In The Equalizer 3, Robert McCall (Denzel Washington) evolves from relentless assassin to purposeful protector. Fans of the series can appreciate his completed character arc, as he takes his place among the great movie defenders of peace who only use violence when absolutely necessary (think Gandalf, Captain America, Star Wars' Queen Amidala, and even John Wick).
In the opening scene, a camera pans through a mansion in Italy with bodies strewn about. The visual style of director Antoine Fuqua mostly withholds how the carnage occurred and instead focuses on who still stands: our hero, veteran military man Robert McCall (Denzel Washington), and his few remaining adversaries. McCall offers a peaceful resolution, which is rejected. Though this movie earns its R rating due to its violence, they are in heavy contrast with the quieter moments, which were rare in the first two films in the trilogy. Here, violence isn’t McCall’s first choice. In his later years, McCall is a protagonist yearning for peace after living a life of violence.
Unfortunately, McCall’s enemies are not necessarily ready for peace. He is severely injured early in the film, appearing to be mortally wounded. Here, we trade the “blood and guts” style expected of the franchise for a reflective, healing journey. We follow McCall as he is eventually nursed back to life in a small town outside of Sicily. This small town allows him to imagine what living a peaceful life of harmony could be like. The community is very close-knit and connected. Everyone seems to know each other's names; the store owners are all local people who try to be kind to their community. It’s an example of what godly living can look like. While McCall's backstory is largely a mystery, it is clear that he is not accustomed to this kind of life. The familial culture makes him feel like he can find a new home here, a place of peace.
It doesn’t take long for McCall to notice that this peace is being threatened by a local mafia-type group called the Camorra. The loud rumbling of their motorcycles interrupts the tranquil atmosphere of the town. Fuqua expertly uses sound design in these scenes to show the contrast between the stillness of the town and the aggression of the gang. The Camorra abuses the local business owners and forces them to “pay up” or face the consequences. While the gang’s oppression is public and pervasive, the town is too helpless and meek to do much more than passively observe as innocent bystanders. McCall, however, struggles to just sit back and watch evil have its day.
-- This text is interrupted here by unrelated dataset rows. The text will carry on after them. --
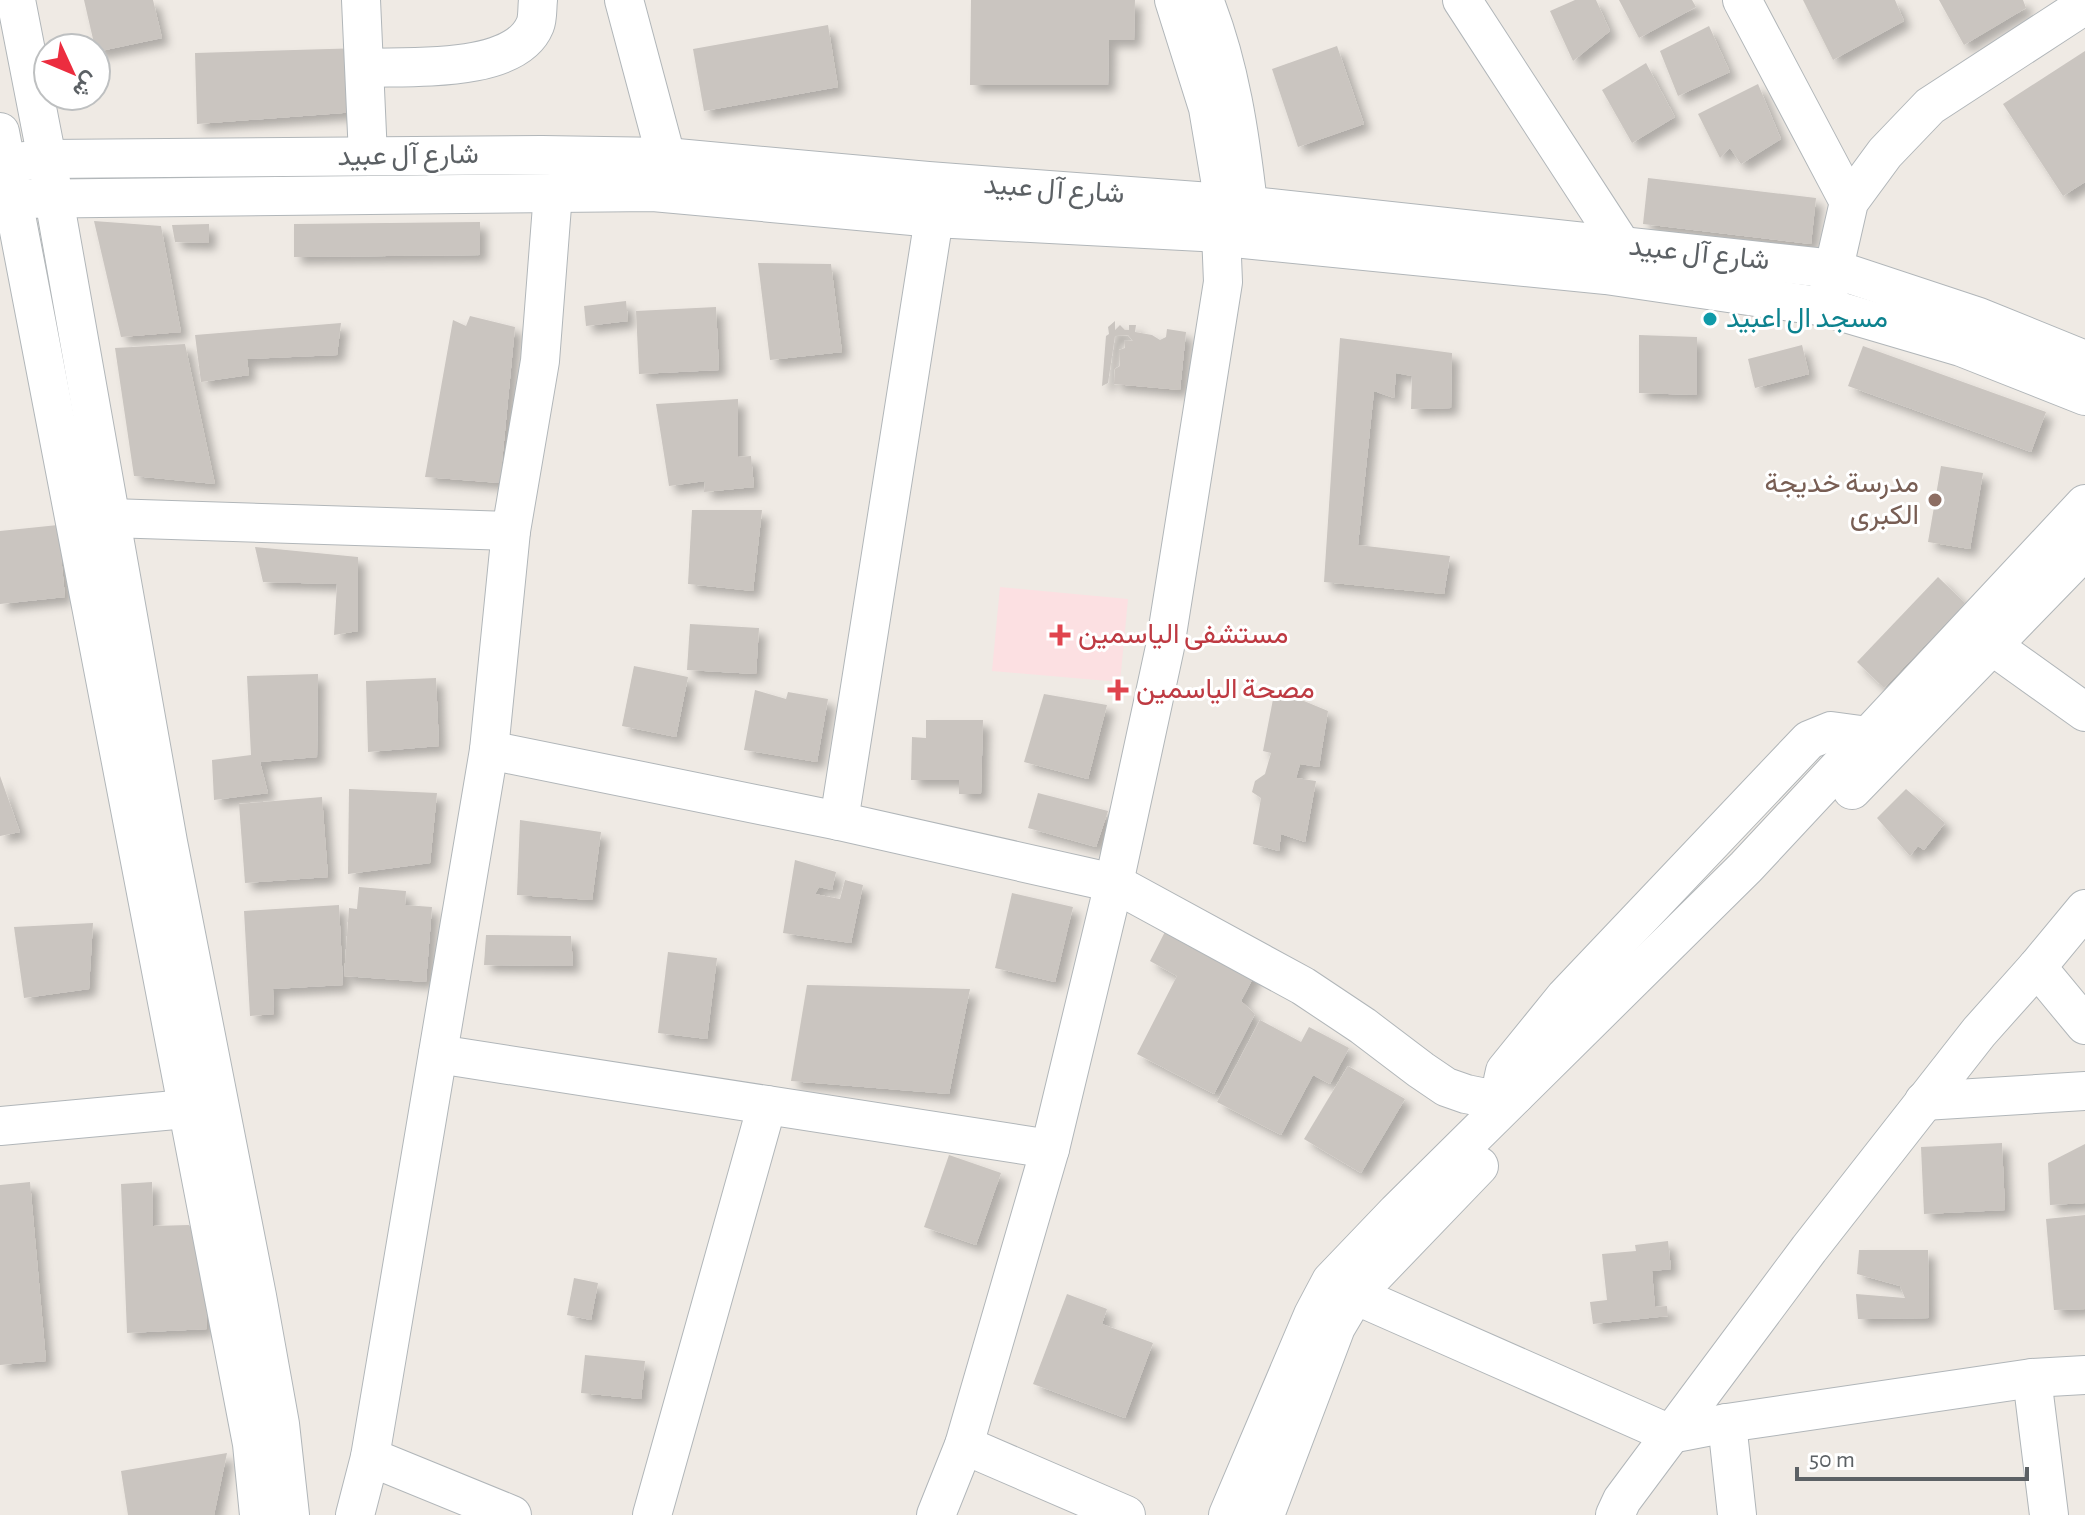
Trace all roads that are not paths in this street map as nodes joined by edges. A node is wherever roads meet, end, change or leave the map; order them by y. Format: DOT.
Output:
graph roads {
  1 [pos="16,0"];
  2 [pos="361,0"];
  3 [pos="538,0"];
  4 [pos="624,0"];
  5 [pos="1174,0"];
  6 [pos="1204,0"];
  7 [pos="1462,0"];
  8 [pos="1742,0"];
  9 [pos="2060,9"];
  10 [pos="365,68"];
  11 [pos="2,147"];
  12 [pos="368,156"];
  13 [pos="666,157"];
  14 [pos="47,159"];
  15 [pos="553,193"];
  16 [pos="53,198"];
  17 [pos="12,199"];
  18 [pos="1849,202"];
  19 [pos="934,218"];
  20 [pos="1235,221"];
  21 [pos="1622,246"];
  22 [pos="1834,269"];
  23 [pos="1825,307"];
  24 [pos="2085,360"];
  25 [pos="2085,396"];
  26 [pos="2085,504"];
  27 [pos="110,518"];
  28 [pos="511,531"];
  29 [pos="2085,550"];
  30 [pos="1994,647"];
  31 [pos="2085,712"];
  32 [pos="489,750"];
  33 [pos="839,821"];
  34 [pos="1114,883"];
  35 [pos="2085,909"];
  36 [pos="2037,967"];
  37 [pos="2085,1025"];
  38 [pos="438,1054"];
  39 [pos="1446,1087"];
  40 [pos="2085,1091"];
  41 [pos="1515,1095"];
  42 [pos="1924,1101"];
  43 [pos="767,1105"];
  44 [pos="186,1109"];
  45 [pos="0,1126"];
  46 [pos="1050,1149"];
  47 [pos="1458,1152"];
  48 [pos="1343,1288"];
  49 [pos="2085,1375"];
  50 [pos="2032,1378"];
  51 [pos="1727,1423"];
  52 [pos="1670,1434"];
  53 [pos="964,1445"];
  54 [pos="370,1457"];
  55 [pos="259,1515"];
  56 [pos="290,1515"];
  57 [pos="355,1515"];
  58 [pos="512,1515"];
  59 [pos="652,1515"];
  60 [pos="936,1515"];
  61 [pos="1126,1515"];
  62 [pos="1228,1515"];
  63 [pos="1265,1515"];
  64 [pos="1615,1515"];
  65 [pos="1737,1515"];
  66 [pos="2049,1515"];
  1 -- 14 [label="street"];
  2 -- 10 [label="street"];
  3 -- 10 [label="street"];
  4 -- 13 [label="street"];
  5 -- 20 [label="street"];
  6 -- 20 [label="street"];
  7 -- 21 [label="street"];
  8 -- 18 [label="street"];
  9 -- 18 [label="street"];
  10 -- 12 [label="street"];
  11 -- 14 [label="street, شارع آل عبيد"];
  11 -- 17 [label="street"];
  12 -- 13 [label="street, شارع آل عبيد"];
  12 -- 14 [label="street, شارع آل عبيد"];
  13 -- 20 [label="street, شارع آل عبيد"];
  14 -- 16 [label="street"];
  15 -- 16 [label="street, شارع آل عبيد"];
  15 -- 19 [label="street, شارع آل عبيد"];
  15 -- 28 [label="street"];
  16 -- 17 [label="street, شارع آل عبيد"];
  16 -- 27 [label="street"];
  17 -- 44 [label="street"];
  18 -- 22 [label="street"];
  19 -- 20 [label="street, شارع آل عبيد"];
  19 -- 33 [label="street"];
  20 -- 21 [label="street, شارع آل عبيد"];
  20 -- 23 [label="street, شارع آل عبيد"];
  20 -- 34 [label="street"];
  21 -- 22 [label="street, شارع آل عبيد"];
  22 -- 23 [label="street"];
  22 -- 24 [label="street, شارع آل عبيد"];
  23 -- 25 [label="street, شارع آل عبيد"];
  26 -- 41 [label="street"];
  27 -- 28 [label="street"];
  27 -- 56 [label="street"];
  28 -- 32 [label="street"];
  29 -- 30 [label="street"];
  30 -- 31 [label="street"];
  30 -- 48 [label="street"];
  32 -- 33 [label="street"];
  32 -- 38 [label="street"];
  33 -- 34 [label="street"];
  34 -- 39 [label="street"];
  34 -- 46 [label="street"];
  35 -- 36 [label="street"];
  36 -- 37 [label="street"];
  36 -- 42 [label="street"];
  38 -- 43 [label="street"];
  38 -- 54 [label="street"];
  39 -- 41 [label="street"];
  39 -- 47 [label="street"];
  40 -- 42 [label="street"];
  41 -- 47 [label="street"];
  42 -- 52 [label="street"];
  43 -- 46 [label="street"];
  43 -- 59 [label="street"];
  44 -- 45 [label="street"];
  44 -- 55 [label="street"];
  46 -- 53 [label="street"];
  47 -- 48 [label="street"];
  48 -- 52 [label="street"];
  48 -- 62 [label="street"];
  48 -- 63 [label="street"];
  49 -- 50 [label="street"];
  50 -- 51 [label="street"];
  50 -- 66 [label="street"];
  51 -- 52 [label="street"];
  51 -- 65 [label="street"];
  52 -- 64 [label="street"];
  53 -- 60 [label="street"];
  53 -- 61 [label="street"];
  54 -- 57 [label="street"];
  54 -- 58 [label="street"];
}
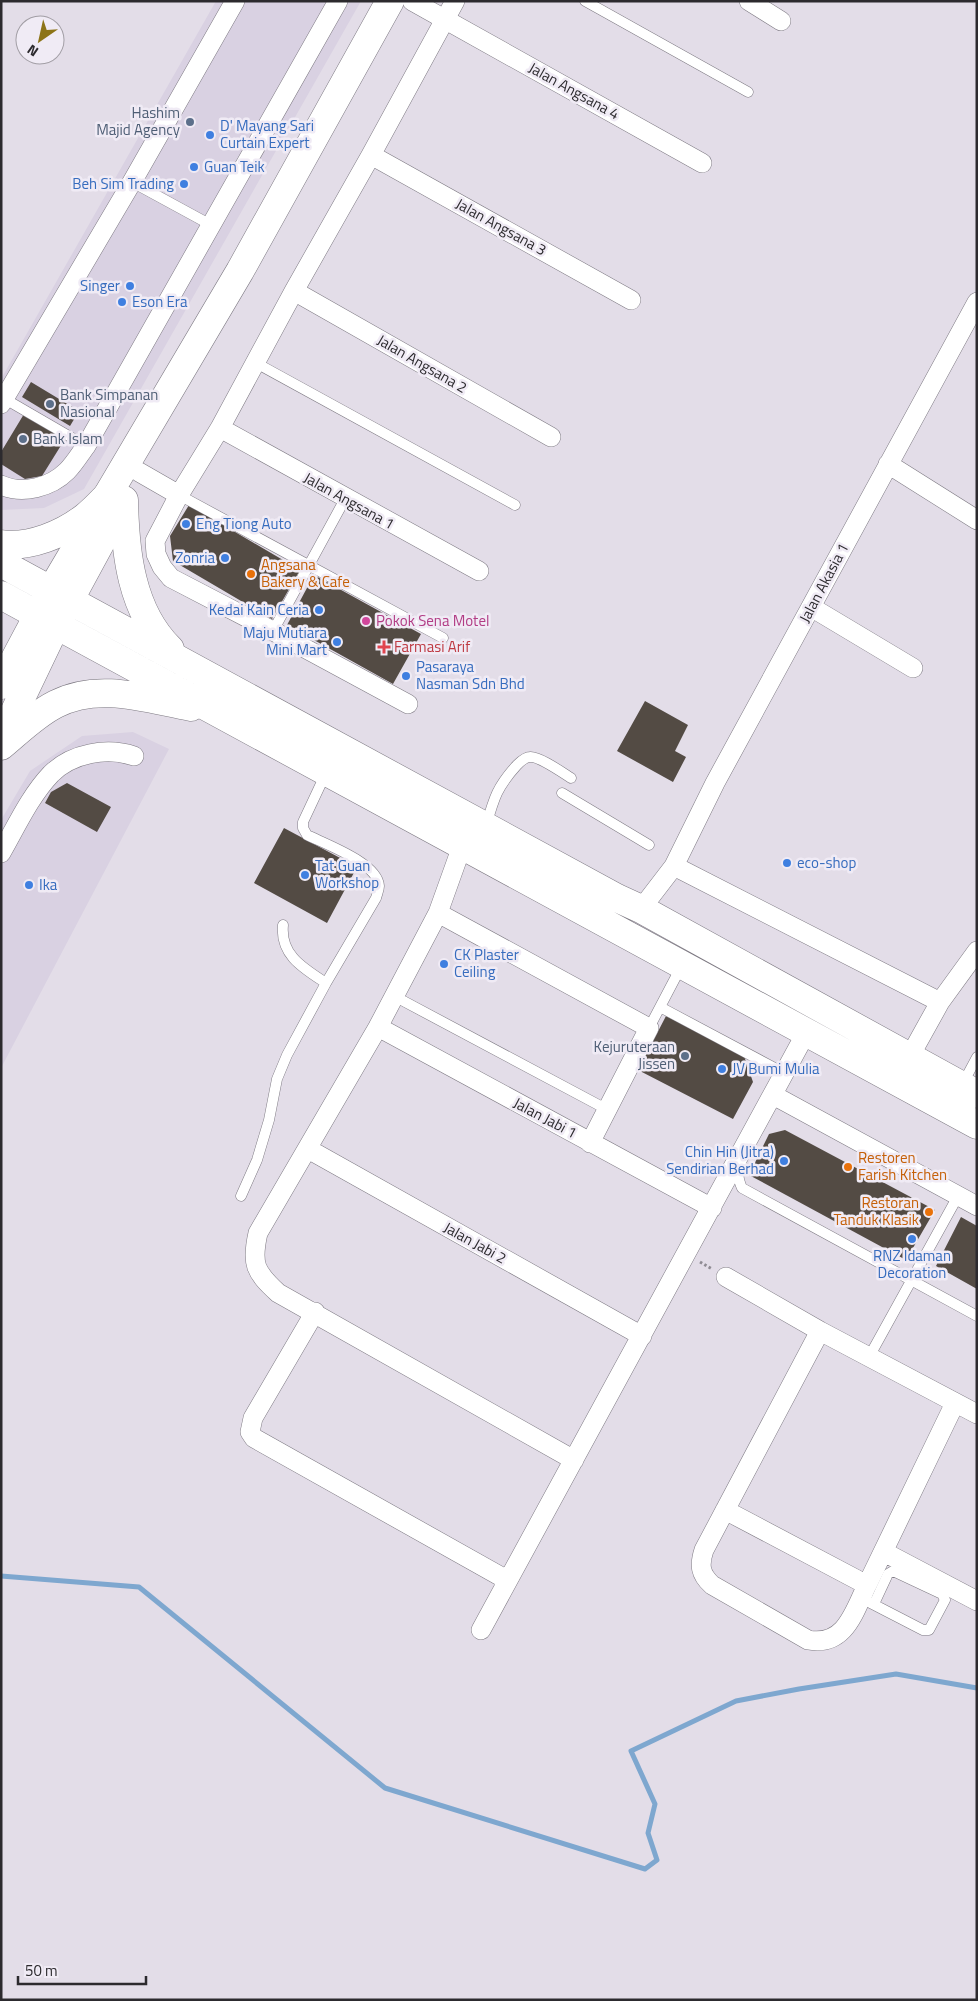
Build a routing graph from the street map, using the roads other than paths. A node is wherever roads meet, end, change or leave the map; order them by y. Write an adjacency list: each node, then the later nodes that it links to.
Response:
1 (234, 1): 13 (street)
2 (338, 1): 14 (street)
3 (390, 1): 15 (main road)
4 (412, 1): 8 (street, Jalan Angsana 4)
5 (455, 1): 8 (street)
6 (585, 1): 10 (lane)
7 (748, 1): 9 (street)
8 (445, 20): 11 (street); 12 (street, Jalan Angsana 4)
9 (781, 21)
10 (748, 92)
11 (371, 156): 16 (street); 17 (street, Jalan Angsana 3)
12 (702, 163)
13 (132, 182): 14 (lane); 21 (street)
14 (211, 226): 24 (street)
15 (240, 272): 26 (main road); 29 (main road)
16 (294, 291): 20 (street); 23 (street, Jalan Angsana 2)
17 (631, 300)
18 (977, 302): 19 (street, Jalan Akasia 1)
19 (969, 333): 25 (street, Jalan Akasia 1)
20 (256, 363): 22 (street); 31 (lane)
21 (3, 402): 24 (lane)
22 (220, 428): 28 (street); 30 (street, Jalan Angsana 1)
23 (551, 437)
24 (86, 446): 27 (street)
25 (888, 464): 32 (street); 39 (street, Jalan Akasia 1)
26 (138, 472): 28 (street); 29 (main road)
27 (1, 485)
28 (180, 495): 35 (lane); 41 (street)
29 (117, 496): 33 (main road); 38 (main road); 43 (main road)
30 (345, 499): 35 (lane); 36 (street, Jalan Angsana 1)
31 (514, 505)
32 (977, 520)
33 (1, 544)
34 (1, 563): 38 (main road)
35 (309, 565): 41 (lane); 42 (lane)
36 (479, 571)
37 (1, 595): 40 (main road)
38 (61, 595): 40 (main road); 43 (main road)
39 (811, 606): 44 (street); 58 (street, Jalan Akasia 1)
40 (47, 619): 45 (main road); 47 (main road); 48 (main road)
41 (273, 630): 46 (street)
42 (443, 638)
43 (182, 661): 54 (main road)
44 (913, 668)
45 (1, 685)
46 (408, 704)
47 (217, 713): 49 (main road); 51 (main road)
48 (1, 740)
49 (1, 746)
50 (134, 756): 57 (street)
51 (326, 772): 56 (main road); 64 (lane)
52 (571, 778): 54 (lane)
53 (562, 793): 55 (lane)
54 (486, 827): 59 (main road)
55 (649, 845)
56 (462, 846): 60 (street); 63 (main road)
57 (1, 853)
58 (674, 866): 59 (street, Jalan Akasia 1); 66 (street)
59 (641, 909): 71 (main road)
60 (438, 913): 65 (street); 69 (street)
61 (283, 925): 64 (lane)
62 (977, 951): 66 (street)
63 (682, 966): 67 (lane); 70 (main road)
64 (326, 983): 80 (lane)
65 (394, 996): 68 (street); 76 (lane)
66 (940, 1002): 71 (street)
67 (660, 1007): 69 (lane); 73 (lane)
68 (378, 1028): 78 (street, Jalan Jabi 1); 79 (street)
69 (649, 1028): 76 (street)
70 (806, 1033): 73 (street); 77 (main road)
71 (910, 1056): 74 (main road)
72 (977, 1057): 74 (lane)
73 (784, 1073): 75 (street)
74 (969, 1090)
75 (776, 1097): 81 (street); 83 (street); 85 (lane)
76 (608, 1110): 78 (street)
77 (977, 1125)
78 (590, 1142): 83 (street, Jalan Jabi 1)
79 (308, 1150): 86 (street); 89 (street, Jalan Jabi 2)
80 (241, 1196)
81 (958, 1196): 82 (street); 85 (lane)
82 (977, 1206)
83 (712, 1208): 89 (street)
84 (726, 1277): 88 (street)
85 (910, 1280): 87 (lane); 90 (lane)
86 (315, 1312): 93 (street); 96 (street)
87 (977, 1316)
88 (820, 1331): 90 (street); 94 (street)
89 (642, 1336): 93 (street)
90 (869, 1357): 91 (street)
91 (955, 1403): 92 (street); 95 (street)
92 (977, 1414)
93 (574, 1460): 96 (street)
94 (724, 1510): 97 (street); 97 (street)
95 (884, 1552): 97 (street); 98 (street)
96 (507, 1580): 99 (street)
97 (867, 1596): 97 (lane)
98 (977, 1600)
99 (481, 1630)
He decides to become an emissary of God, as God is described in the Good News translation of Deuteronomy 32, one who can equalize the scales.
In his later years, McCall is a protagonist yearning for peace after living a life of violence.
In a memorable scene, McCall stands up for a local officer who is interrupted by the Camorra while he is eating with his family. McCall deliberately, yet calmly, inserts himself into the fray and makes a public mockery of the gang. After being ousted from the restaurant, members of the Camorra plan to murder McCall, but he easily gets the upper hand and executes them in the street. This scene serves as the beginning of the Equalizer’s defense of his new place of refuge, but it is certainly not the last. (Spoilers ahead.)
In response, the mafia violently seeks retaliation on the one who is responsible for the death of their members. When they threaten the safety of the community to get answers, McCall willingly gives himself up. In a not-so-unlike Christ manner, he emerges from the shadows armed and powerful, but he does not come out guns blazing. He comes out in a state of surrender, offering himself for the peace of the city. He lays his arms down and gives himself up to his fate. McCall is ready to die for what he believes in—but the community stands up! They don’t let evil have its day. Through protection and loving sacrifice, we see this community transform.
As God is the defender of our peace and protector of our community, he wants to see us transformed as well. I find this movie calling us to not be innocent bystanders, but a community that would be willing to sacrifice for each other. Jesus, the one who gave his life for us, said this another way: “Love each other as I have loved you.” Sacrificially. In a world that often favors the ruthless, we are called to not conform, but to be transformed in a way that mirrors Jesus’ sacrificial love. In this analogy, we are the town and McCall is the almost Christ-like figure, desperate to protect our peace.